Here are some graphical images inspired by statistics that make a comment on some aspect of today's (US) society.

"Each image portrays a specific quantity of something: fifteen million sheets of office paper (five minutes of paper use); 106,000 aluminum cans (thirty seconds of can consumption) and so on."

Chris Jordan is the artist.

Make a call anywhere in the world - happy mother's day

I started using Skype about a year and a half ago but it seems like so many more people are using Skype these days. Now Skype has just announced:

"This Mother's Day, call any phone, anywhere in the world for free."

How can you beat that? And you don't have to just call your mom you can call anyone!

[Although I'm sure mom would appreciate the call.]

Tuesday, April 17, 2007

I'm not sure why but they remind me of Scott

I'm not sure why but some of these pictures definitely make me think my son Scott. Some of them are a little freaky and most pretty outlandish.

Take a look for yourself and let me know what YOU think: Pictures of Geek Culture.

One Laptop One Child

Since first hearing about it a few years ago I have been interested in the $100 laptop concept as well as one-to-one learning. This is when we will truly see changes in the way students are educated using technology. We're making baby steps toward it now but the availability of the laptop will make using it a non-issue. It will be a given.
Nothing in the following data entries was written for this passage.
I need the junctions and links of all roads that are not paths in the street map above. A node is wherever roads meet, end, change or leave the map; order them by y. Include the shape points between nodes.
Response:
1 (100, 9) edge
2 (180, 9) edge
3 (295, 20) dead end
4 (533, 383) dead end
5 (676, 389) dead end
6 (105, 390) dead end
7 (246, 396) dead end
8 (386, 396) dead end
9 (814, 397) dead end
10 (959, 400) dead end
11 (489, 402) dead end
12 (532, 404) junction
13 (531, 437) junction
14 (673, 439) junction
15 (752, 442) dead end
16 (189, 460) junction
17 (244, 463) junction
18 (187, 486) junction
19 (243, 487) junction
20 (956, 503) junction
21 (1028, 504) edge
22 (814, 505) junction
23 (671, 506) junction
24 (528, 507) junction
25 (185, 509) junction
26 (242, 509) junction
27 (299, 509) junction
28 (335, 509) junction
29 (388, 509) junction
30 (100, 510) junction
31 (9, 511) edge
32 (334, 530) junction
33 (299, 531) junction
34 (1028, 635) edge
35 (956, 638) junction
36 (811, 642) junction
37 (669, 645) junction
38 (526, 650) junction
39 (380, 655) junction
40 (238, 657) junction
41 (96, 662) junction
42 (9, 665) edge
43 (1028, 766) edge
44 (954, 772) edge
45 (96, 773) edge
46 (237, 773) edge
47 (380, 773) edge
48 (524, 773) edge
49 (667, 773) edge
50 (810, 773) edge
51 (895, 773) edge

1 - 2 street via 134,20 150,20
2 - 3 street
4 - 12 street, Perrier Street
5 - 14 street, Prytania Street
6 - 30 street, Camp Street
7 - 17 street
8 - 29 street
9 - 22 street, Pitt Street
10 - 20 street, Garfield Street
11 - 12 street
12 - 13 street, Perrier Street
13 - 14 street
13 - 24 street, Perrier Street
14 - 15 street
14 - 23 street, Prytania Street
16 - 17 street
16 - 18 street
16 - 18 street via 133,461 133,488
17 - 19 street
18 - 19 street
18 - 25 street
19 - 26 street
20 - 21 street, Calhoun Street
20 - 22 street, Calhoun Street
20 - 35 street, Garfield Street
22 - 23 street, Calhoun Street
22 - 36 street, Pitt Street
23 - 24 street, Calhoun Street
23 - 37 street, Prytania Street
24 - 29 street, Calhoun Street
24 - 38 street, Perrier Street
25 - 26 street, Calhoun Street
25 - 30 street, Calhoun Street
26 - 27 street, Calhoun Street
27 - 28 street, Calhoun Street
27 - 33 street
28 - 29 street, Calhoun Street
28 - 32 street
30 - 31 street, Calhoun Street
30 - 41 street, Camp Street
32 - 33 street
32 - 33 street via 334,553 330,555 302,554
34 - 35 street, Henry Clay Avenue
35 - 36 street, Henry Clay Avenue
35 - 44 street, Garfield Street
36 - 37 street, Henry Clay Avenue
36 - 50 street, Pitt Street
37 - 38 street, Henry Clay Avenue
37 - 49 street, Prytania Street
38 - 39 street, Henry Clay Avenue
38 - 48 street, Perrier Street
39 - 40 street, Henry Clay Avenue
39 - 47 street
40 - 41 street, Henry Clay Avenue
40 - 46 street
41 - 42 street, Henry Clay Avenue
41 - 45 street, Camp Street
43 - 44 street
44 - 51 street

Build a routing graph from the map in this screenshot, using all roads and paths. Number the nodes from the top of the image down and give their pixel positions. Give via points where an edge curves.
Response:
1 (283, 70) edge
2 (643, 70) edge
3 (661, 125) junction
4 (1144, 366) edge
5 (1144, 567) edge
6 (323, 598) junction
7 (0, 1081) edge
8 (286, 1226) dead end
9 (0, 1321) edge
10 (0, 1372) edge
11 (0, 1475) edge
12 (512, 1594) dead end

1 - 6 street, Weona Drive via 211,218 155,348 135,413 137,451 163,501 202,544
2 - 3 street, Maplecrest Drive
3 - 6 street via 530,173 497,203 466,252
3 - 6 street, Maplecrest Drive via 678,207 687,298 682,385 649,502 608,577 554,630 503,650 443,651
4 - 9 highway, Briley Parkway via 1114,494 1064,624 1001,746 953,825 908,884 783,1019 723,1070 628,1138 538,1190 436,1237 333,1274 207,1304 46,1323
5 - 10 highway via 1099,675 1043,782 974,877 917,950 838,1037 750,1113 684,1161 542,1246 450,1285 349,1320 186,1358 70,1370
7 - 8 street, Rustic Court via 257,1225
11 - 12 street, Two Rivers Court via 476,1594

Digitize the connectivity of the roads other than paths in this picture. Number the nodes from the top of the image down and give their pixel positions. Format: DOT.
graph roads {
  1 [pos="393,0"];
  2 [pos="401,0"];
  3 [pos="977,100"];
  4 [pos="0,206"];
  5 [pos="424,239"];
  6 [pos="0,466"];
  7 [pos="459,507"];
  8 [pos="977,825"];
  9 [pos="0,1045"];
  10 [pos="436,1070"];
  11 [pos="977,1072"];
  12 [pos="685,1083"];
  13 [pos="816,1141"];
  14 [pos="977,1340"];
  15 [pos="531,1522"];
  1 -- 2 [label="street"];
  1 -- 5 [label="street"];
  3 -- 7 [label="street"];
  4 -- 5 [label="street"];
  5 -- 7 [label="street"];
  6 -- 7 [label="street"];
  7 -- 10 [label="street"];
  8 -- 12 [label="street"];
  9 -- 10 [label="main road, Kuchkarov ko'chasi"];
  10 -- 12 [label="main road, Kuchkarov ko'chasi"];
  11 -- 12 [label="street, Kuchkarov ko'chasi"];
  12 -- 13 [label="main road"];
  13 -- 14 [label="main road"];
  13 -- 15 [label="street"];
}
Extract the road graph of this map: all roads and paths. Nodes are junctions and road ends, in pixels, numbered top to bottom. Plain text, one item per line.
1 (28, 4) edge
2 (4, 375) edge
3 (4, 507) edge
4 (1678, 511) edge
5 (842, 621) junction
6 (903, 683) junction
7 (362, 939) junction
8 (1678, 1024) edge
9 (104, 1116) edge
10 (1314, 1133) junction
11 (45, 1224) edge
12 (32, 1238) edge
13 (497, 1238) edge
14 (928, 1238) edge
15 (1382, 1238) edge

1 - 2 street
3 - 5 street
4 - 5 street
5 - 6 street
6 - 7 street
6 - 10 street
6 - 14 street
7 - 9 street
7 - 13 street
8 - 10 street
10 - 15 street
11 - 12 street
Now you can view this Google Tech Talk which describes the OLPC (One Laptop Per Child) movement and the XO (formerly $100?) computer. The interesting thing about OLPC is its focus on education and learning not technology. I've been pushing this concept forever, but it seems that no matter what, the discussion in this district always comes back to hardware, software, standardization. Learning is often a secondary topic in educational technology. Watch the video - it's an amazing sounding device.

Thursday, February 22, 2007

Five month posting drought

And all I've got is other interesting stuff.

1. ASLSP - How slow is slow? Would you believe 639 years? That's how long it will take to perform John Cage's piece called As Slow As Possible. I suppose it could be slower but at 1 note change every year that's how long it will take. You can even 'sponsor' a year with a donation but do it quickly as many years are already not available. Next opening is 2017 (as of this writing). If you go to the web site you can even hear a recording of the current tone. And you thought Stairway to Heaven was long!

2. History of the Bunny Ears - you've done it, I've done it, as a teacher I've told people not to do it - but where did it come from and why do we think it's fun (funny) to do? Although it gives a bit of history at this web site, I don't remember doing it as a kid. Do you have any pictures of you or other kids doing it in the 50s or 60s?